> Problem requirements:
Go through the records and extract every line with the word "main".

> Information:
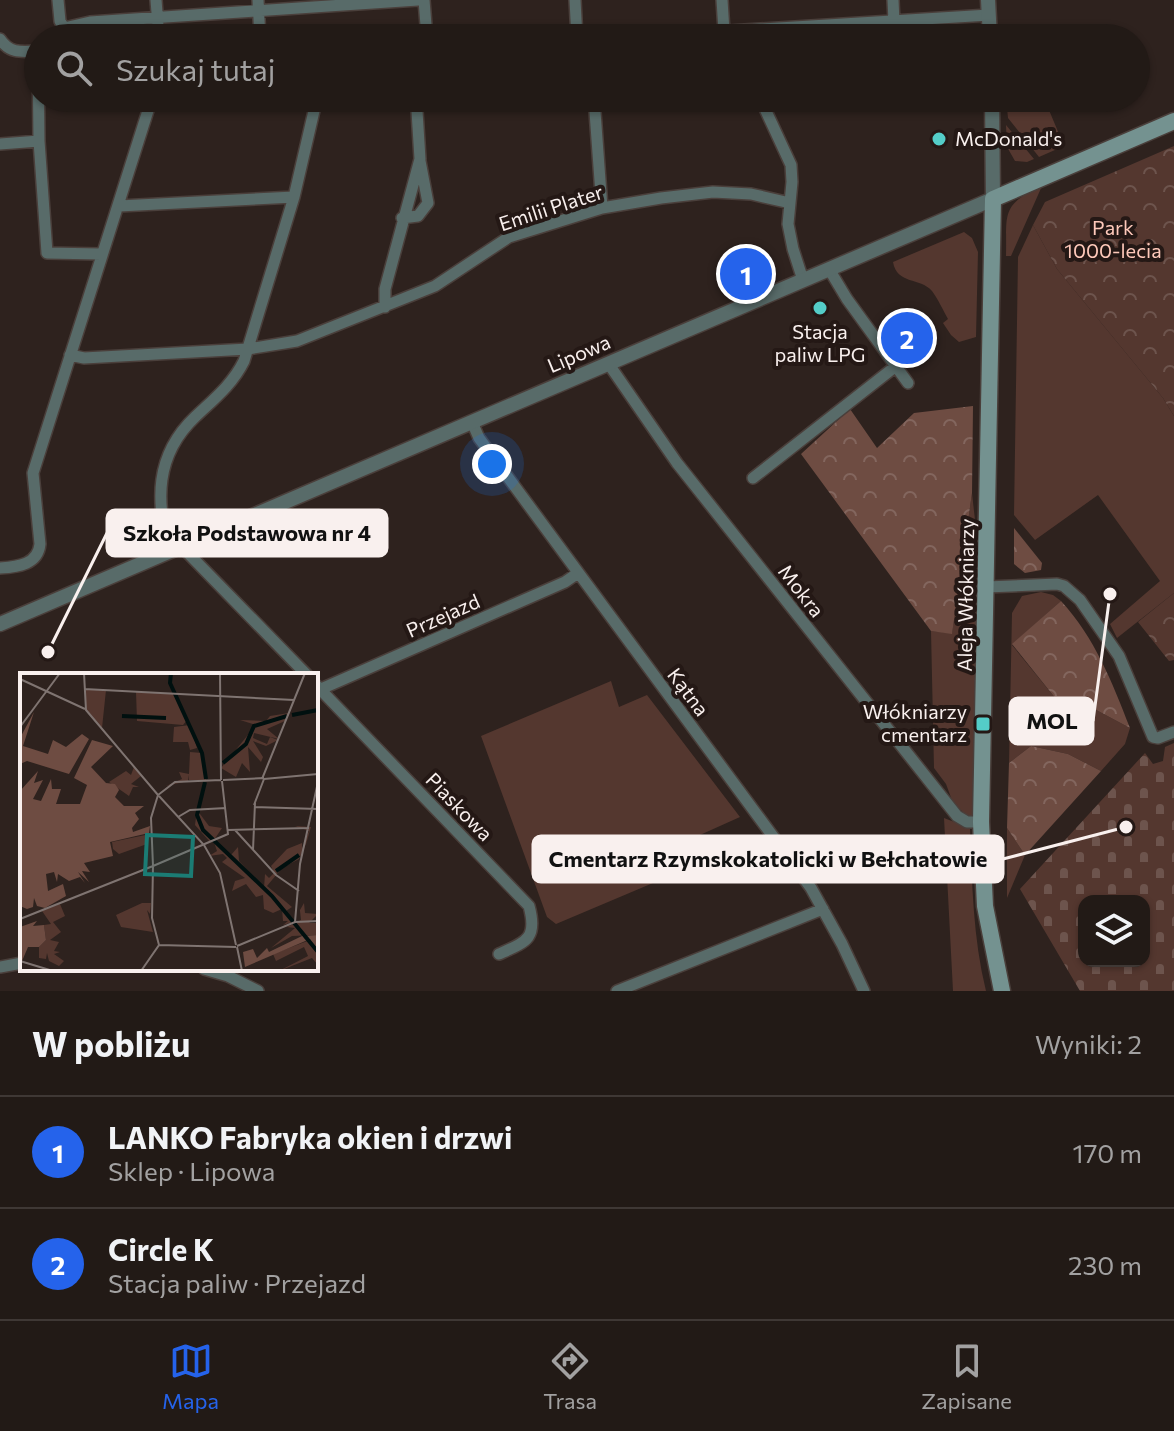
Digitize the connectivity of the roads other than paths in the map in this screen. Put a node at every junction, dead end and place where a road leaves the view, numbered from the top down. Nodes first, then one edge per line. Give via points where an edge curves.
1 (58, 0) edge
2 (156, 0) edge
3 (421, 0) edge
4 (575, 0) edge
5 (722, 0) edge
6 (893, 0) edge
7 (258, 6) edge
8 (989, 8) edge
9 (158, 18) junction
10 (894, 22) junction
11 (60, 24) edge
12 (85, 24) edge
13 (158, 24) edge
14 (425, 24) edge
15 (576, 24) edge
16 (728, 24) edge
17 (864, 24) edge
18 (0, 39) edge
19 (24, 51) edge
20 (38, 112) edge
21 (148, 112) edge
22 (314, 112) edge
23 (417, 112) edge
24 (595, 112) edge
25 (766, 112) edge
26 (992, 112) edge
27 (1174, 121) edge
28 (39, 141) junction
29 (0, 144) edge
30 (420, 159) junction
31 (294, 197) junction
32 (993, 199) junction
33 (790, 203) junction
34 (119, 206) junction
35 (602, 208) junction
36 (402, 218) junction
37 (101, 254) junction
38 (829, 269) junction
39 (803, 280) junction
40 (385, 307) junction
41 (248, 349) junction
42 (70, 355) junction
43 (608, 363) junction
44 (896, 366) junction
45 (908, 383) dead end
46 (472, 422) junction
47 (753, 478) dead end
48 (176, 548) junction
49 (0, 568) edge
50 (578, 573) junction
51 (986, 587) junction
52 (0, 624) edge
53 (305, 673) edge
54 (318, 687) edge
55 (1174, 732) edge
56 (981, 822) junction
57 (823, 909) junction
58 (499, 954) dead end
59 (20, 963) edge
60 (0, 967) edge
61 (211, 971) edge
62 (258, 991) edge
63 (617, 991) edge
64 (864, 991) edge
65 (1002, 991) edge

1 - 11 street
2 - 9 street
3 - 7 street
3 - 14 street
4 - 15 street
5 - 16 street
6 - 10 street
7 - 9 street
8 - 10 street
9 - 12 street
9 - 13 street
10 - 17 street
18 - 19 street via 6,48
20 - 28 street
21 - 34 street
22 - 31 street
23 - 30 street
24 - 35 street
25 - 33 street via 791,165
26 - 32 street
27 - 32 main road, Lipowa
28 - 29 street
28 - 37 street via 47,253
30 - 36 street
30 - 36 street via 428,203 418,216
31 - 34 street
31 - 41 street
32 - 38 street, Lipowa
32 - 51 main road, Aleja Włókniarzy
33 - 35 street, Emilii Plater via 713,192
33 - 39 street via 788,224
34 - 37 street
35 - 40 street, Emilii Plater via 509,237 435,286
36 - 40 street
37 - 42 street
38 - 39 street, Lipowa
38 - 44 street
39 - 43 street, Lipowa
40 - 41 street, Emilii Plater via 297,341
41 - 42 street, Emilii Plater
41 - 48 street via 234,380 192,420 166,464 160,514
42 - 49 street via 33,473 39,554 33,561
43 - 46 street, Lipowa
43 - 56 street, Mokra via 677,463 957,816
44 - 45 street
44 - 47 street
46 - 48 street, Lipowa
46 - 50 street, Kątna
48 - 52 street, Lipowa
48 - 53 street
50 - 54 street, Przejazd
50 - 57 street, Kątna
51 - 55 street via 1064,586 1119,656 1153,737
51 - 56 main road, Aleja Włókniarzy
54 - 58 street, Piaskowa via 529,906 531,934
56 - 65 main road, Aleja Włókniarzy via 985,906
57 - 63 street
57 - 64 street, Kątna
59 - 60 street
61 - 62 street

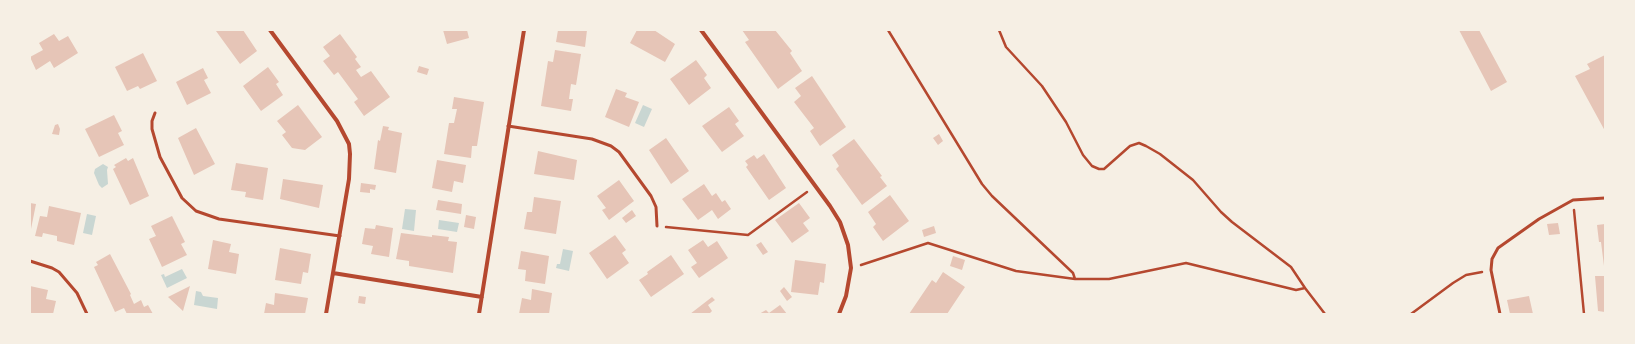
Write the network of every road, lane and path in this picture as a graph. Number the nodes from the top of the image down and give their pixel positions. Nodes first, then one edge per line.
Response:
1 (270, 30) edge
2 (524, 30) edge
3 (700, 30) edge
4 (888, 30) edge
5 (999, 30) edge
6 (155, 113) dead end
7 (508, 126) junction
8 (815, 186) junction
9 (1605, 198) edge
10 (1573, 200) junction
11 (657, 226) joint
12 (340, 236) junction
13 (30, 261) edge
14 (851, 268) junction
15 (1492, 270) junction
16 (333, 273) junction
17 (1075, 279) junction
18 (1305, 288) junction
19 (482, 297) junction
20 (87, 314) edge
21 (326, 314) edge
22 (479, 314) edge
23 (839, 314) edge
24 (1325, 314) edge
25 (1411, 314) edge
26 (1500, 314) edge
27 (1584, 314) edge

1 - 12 street
2 - 7 street
3 - 8 street
4 - 17 path
5 - 18 path
6 - 12 lane
7 - 11 lane
7 - 19 street
8 - 11 path
8 - 14 street
9 - 10 lane
10 - 15 lane
10 - 27 path
12 - 16 street
13 - 20 lane
14 - 17 path
14 - 23 street
15 - 25 path
15 - 26 lane
16 - 19 street
16 - 21 street
17 - 18 path
18 - 24 path
19 - 22 street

> Output:
27 - 32 main road, Lipowa
32 - 51 main road, Aleja Włókniarzy
51 - 56 main road, Aleja Włókniarzy
56 - 65 main road, Aleja Włókniarzy via 985,906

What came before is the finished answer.